### Exercise aim
Search the records below for the word "NORTE", then return every line where it appears.
________
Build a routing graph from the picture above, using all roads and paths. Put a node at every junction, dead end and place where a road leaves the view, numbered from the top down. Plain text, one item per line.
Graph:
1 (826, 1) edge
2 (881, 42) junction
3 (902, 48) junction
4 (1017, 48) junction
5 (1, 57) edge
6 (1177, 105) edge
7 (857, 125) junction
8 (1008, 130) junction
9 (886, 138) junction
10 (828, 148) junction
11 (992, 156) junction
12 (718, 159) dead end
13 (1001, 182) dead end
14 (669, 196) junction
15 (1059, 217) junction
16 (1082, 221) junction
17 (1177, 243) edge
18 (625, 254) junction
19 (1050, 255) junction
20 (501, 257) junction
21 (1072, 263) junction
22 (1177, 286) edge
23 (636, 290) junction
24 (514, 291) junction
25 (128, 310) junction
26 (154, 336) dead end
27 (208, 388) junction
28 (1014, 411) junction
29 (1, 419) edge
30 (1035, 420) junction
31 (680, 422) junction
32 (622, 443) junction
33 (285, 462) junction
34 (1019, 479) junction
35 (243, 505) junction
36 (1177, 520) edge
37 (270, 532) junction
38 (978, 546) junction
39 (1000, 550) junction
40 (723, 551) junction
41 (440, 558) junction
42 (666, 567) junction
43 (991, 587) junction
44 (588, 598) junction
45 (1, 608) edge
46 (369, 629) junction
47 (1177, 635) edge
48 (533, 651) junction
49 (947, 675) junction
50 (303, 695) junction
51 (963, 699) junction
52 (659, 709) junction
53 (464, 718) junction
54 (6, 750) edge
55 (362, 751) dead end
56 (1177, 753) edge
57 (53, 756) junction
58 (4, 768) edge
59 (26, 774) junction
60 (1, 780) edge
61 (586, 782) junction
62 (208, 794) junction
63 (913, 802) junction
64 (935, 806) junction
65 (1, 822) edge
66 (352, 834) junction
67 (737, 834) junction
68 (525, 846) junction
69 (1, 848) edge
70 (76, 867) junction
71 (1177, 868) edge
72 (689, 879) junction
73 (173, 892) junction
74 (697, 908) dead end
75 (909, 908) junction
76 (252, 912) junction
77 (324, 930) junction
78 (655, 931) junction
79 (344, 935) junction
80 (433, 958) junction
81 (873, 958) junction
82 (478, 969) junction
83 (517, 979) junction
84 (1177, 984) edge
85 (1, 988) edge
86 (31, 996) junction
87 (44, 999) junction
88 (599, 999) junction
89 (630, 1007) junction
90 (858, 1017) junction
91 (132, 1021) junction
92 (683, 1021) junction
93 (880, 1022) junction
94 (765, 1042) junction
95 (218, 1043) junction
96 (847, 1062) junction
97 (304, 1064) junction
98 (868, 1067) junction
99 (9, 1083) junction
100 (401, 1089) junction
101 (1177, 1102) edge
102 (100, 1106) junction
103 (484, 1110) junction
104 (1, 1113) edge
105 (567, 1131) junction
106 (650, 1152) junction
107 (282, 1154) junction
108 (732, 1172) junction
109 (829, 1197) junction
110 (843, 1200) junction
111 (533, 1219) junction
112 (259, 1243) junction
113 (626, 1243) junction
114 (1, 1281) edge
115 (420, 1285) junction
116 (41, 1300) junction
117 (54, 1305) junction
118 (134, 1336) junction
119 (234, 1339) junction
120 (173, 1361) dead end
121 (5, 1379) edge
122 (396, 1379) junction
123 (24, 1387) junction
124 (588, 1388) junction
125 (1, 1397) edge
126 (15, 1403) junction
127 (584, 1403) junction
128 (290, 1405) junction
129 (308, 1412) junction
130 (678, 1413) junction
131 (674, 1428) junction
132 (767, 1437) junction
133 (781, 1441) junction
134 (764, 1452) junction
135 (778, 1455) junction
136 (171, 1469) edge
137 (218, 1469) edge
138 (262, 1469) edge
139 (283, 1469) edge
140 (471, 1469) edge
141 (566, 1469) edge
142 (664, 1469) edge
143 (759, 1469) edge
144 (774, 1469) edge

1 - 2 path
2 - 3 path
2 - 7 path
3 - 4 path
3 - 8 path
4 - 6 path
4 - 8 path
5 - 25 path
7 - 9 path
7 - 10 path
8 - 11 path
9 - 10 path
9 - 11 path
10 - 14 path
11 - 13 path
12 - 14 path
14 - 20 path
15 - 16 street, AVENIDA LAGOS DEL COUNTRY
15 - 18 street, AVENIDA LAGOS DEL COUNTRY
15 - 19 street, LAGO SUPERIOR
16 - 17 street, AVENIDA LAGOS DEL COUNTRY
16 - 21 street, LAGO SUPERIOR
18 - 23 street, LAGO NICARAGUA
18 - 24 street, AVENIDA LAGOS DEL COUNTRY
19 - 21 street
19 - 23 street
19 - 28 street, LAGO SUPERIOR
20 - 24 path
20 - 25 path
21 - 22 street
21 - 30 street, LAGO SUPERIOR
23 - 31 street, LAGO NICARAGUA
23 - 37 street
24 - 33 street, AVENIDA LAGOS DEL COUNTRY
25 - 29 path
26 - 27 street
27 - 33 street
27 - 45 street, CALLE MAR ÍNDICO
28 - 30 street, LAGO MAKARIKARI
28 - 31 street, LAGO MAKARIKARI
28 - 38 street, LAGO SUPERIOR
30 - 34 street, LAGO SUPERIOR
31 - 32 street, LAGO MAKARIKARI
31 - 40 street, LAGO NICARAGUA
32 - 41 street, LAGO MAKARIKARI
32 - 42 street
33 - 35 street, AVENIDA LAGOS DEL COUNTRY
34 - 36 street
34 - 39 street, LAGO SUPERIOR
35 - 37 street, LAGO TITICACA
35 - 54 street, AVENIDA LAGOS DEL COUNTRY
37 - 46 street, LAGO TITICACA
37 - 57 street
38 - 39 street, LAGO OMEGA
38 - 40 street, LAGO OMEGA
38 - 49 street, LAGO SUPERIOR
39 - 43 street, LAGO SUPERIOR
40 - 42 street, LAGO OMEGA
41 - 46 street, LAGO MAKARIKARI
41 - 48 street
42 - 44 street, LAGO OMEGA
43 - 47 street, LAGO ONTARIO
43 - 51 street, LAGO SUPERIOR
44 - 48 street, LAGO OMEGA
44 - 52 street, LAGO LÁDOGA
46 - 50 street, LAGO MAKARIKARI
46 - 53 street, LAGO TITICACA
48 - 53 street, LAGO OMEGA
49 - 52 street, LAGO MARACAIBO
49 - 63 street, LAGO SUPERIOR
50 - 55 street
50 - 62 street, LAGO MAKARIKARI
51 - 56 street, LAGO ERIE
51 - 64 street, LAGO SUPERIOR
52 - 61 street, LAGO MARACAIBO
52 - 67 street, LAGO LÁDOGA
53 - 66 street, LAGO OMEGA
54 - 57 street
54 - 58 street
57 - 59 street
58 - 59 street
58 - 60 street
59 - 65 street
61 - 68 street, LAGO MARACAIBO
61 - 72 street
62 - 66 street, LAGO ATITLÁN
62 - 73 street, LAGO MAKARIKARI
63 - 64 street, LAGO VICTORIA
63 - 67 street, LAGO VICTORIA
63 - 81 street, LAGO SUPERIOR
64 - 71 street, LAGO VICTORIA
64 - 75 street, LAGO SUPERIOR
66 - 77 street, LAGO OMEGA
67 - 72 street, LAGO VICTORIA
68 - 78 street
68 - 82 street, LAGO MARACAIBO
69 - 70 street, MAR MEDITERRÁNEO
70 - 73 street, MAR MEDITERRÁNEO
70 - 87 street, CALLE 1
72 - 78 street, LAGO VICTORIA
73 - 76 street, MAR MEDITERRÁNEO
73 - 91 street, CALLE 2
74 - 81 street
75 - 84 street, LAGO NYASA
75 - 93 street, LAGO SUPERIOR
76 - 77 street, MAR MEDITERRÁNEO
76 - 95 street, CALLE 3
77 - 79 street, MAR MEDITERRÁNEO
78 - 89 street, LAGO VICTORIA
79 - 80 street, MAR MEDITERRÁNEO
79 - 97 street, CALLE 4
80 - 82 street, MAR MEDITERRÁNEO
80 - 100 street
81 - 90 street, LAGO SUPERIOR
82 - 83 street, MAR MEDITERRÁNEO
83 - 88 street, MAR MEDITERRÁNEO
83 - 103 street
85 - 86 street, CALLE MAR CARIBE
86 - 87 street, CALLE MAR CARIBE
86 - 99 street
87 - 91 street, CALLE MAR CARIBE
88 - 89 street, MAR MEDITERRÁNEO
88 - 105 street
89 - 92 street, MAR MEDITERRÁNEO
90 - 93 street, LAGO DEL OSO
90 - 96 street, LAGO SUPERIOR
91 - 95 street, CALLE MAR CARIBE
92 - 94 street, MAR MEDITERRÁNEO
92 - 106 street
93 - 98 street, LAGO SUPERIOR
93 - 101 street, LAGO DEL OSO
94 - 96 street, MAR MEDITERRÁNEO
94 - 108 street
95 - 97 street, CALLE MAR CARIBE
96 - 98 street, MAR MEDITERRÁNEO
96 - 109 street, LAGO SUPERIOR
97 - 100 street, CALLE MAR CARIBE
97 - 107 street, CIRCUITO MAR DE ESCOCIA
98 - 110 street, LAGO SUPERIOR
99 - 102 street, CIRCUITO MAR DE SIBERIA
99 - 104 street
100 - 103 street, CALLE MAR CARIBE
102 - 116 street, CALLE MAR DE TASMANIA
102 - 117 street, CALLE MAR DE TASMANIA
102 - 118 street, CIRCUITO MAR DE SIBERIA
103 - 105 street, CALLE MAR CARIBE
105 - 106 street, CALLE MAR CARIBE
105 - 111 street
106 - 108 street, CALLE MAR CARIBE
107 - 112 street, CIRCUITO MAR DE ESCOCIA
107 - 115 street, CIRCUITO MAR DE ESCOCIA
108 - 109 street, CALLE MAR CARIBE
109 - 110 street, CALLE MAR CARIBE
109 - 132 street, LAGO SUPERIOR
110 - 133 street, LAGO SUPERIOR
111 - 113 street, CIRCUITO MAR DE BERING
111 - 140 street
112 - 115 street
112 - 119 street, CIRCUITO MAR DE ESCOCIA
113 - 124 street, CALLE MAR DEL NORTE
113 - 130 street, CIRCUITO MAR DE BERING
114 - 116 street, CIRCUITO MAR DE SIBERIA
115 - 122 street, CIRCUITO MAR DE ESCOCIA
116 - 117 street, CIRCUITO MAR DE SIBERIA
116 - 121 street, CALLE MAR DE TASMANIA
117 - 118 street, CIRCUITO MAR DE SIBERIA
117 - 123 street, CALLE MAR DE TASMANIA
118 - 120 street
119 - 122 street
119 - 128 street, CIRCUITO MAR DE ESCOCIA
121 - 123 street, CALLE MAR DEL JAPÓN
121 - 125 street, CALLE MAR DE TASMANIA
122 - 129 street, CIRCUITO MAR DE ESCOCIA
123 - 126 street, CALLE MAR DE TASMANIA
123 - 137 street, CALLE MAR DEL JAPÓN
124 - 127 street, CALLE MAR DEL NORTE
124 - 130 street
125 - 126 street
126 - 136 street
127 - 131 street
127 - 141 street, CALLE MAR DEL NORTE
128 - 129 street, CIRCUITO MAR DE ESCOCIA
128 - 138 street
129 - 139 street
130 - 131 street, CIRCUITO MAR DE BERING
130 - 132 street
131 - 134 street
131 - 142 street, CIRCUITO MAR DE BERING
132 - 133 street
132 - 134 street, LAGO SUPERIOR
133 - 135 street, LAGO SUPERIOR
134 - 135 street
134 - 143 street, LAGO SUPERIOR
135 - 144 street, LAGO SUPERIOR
________
### Result of the task
113 - 124 street, CALLE MAR DEL NORTE
124 - 127 street, CALLE MAR DEL NORTE
127 - 141 street, CALLE MAR DEL NORTE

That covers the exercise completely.